I make my Bruchetta with french bread cut lengthwise. Spread with mayonaise, add sliced smoked pork loin & ham, thin slices of red onion, green & red peppers and swiss cheese. Wrap tightly in foil. Place sandwich on a baking sheet cover with another baking sheet & set 2 cast iron skillets on top. This presses the sandwich. Bake @ 350* for about 20-30 min. (Be careful of the hot skillets when you take out of the oven.) Slice into serving sizes when done. Yummmm!!!!!


----------



## gypsysue (Mar 27, 2010)

Mmmmm...you're all making me hungry!


----------



## OldFashionedMama (Jun 18, 2009)

Why Hello, Clarice...










Sorry I couldn't help myself....LOL! Sounds like an awesome recipe!

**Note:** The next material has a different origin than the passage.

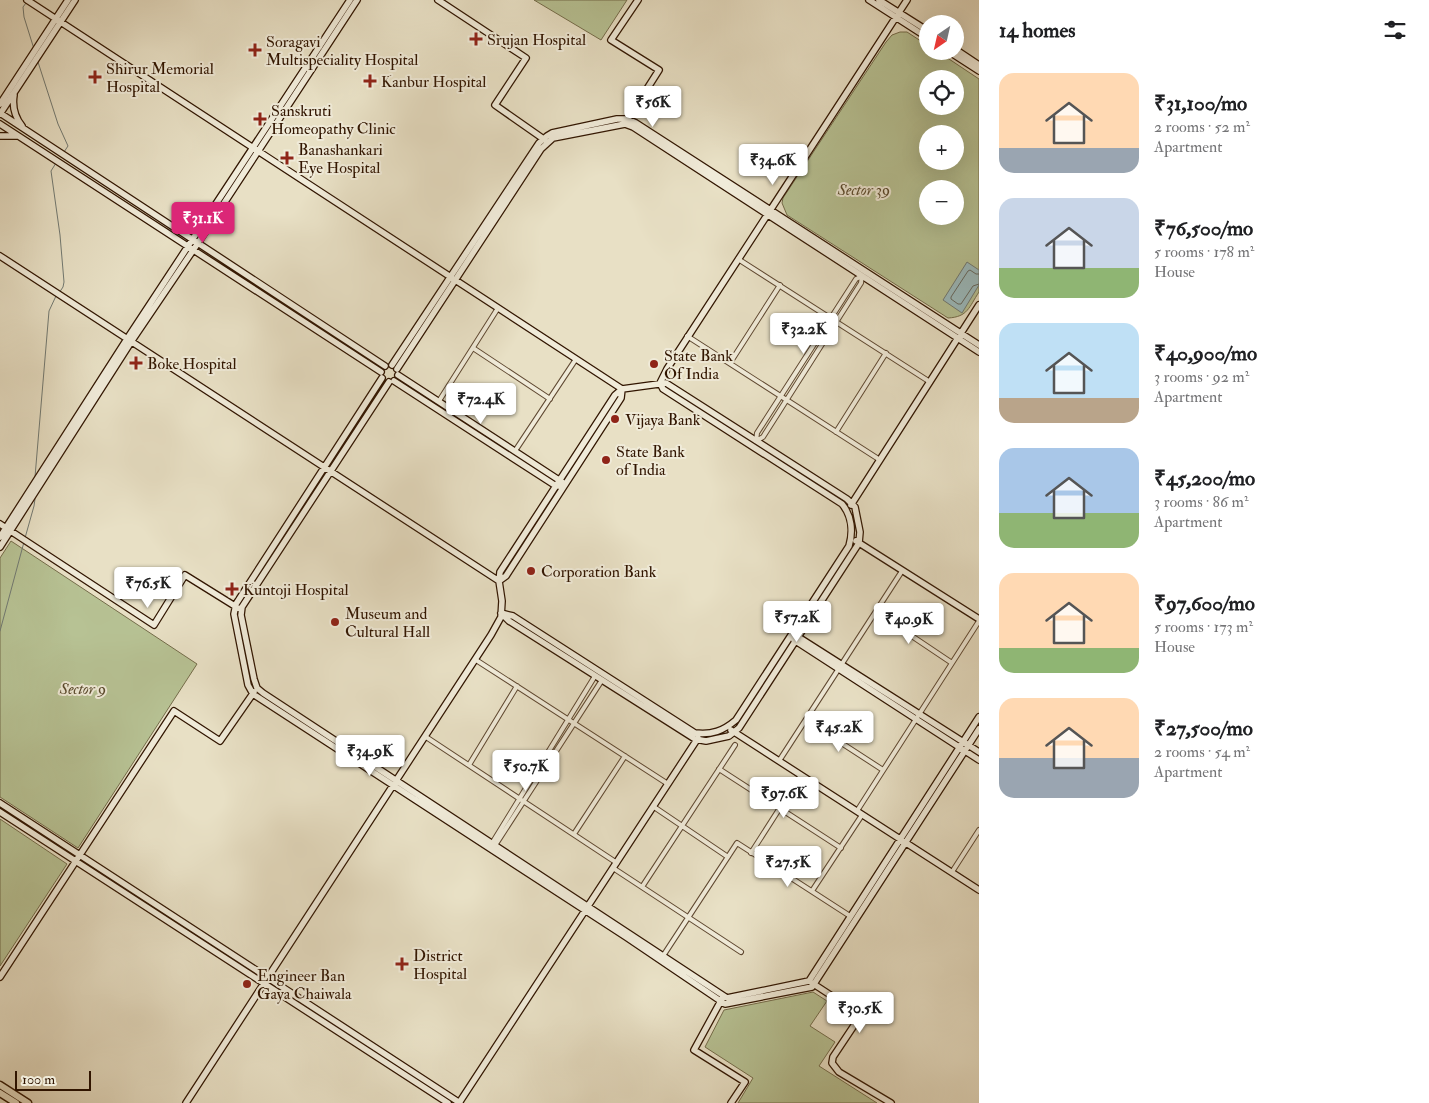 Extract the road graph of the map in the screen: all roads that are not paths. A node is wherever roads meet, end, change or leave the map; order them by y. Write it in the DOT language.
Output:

I just realized something-in mine, that oven temp should say 350F NOT 375. Oopsie...


----------



## The_Blob (Dec 24, 2008)

SaskDame said:


> Thanks, looks good.
> 
> I am shopping for a new dough mixer, wore the last one out. This will motivate me to move it up the to do/get list.


IMHO try to get an OLD (mine is 50+ years) MixMaster at a flea market/swap meet or garage sale

that vintage stuff is pretty bullet-proof (maybe LITERALLY  , but don't quote me on it  )

whenever I am at Wally Mart I always goto the 'yesterday's fresh' cart they have by the bakery, it's 1/2-off!


----------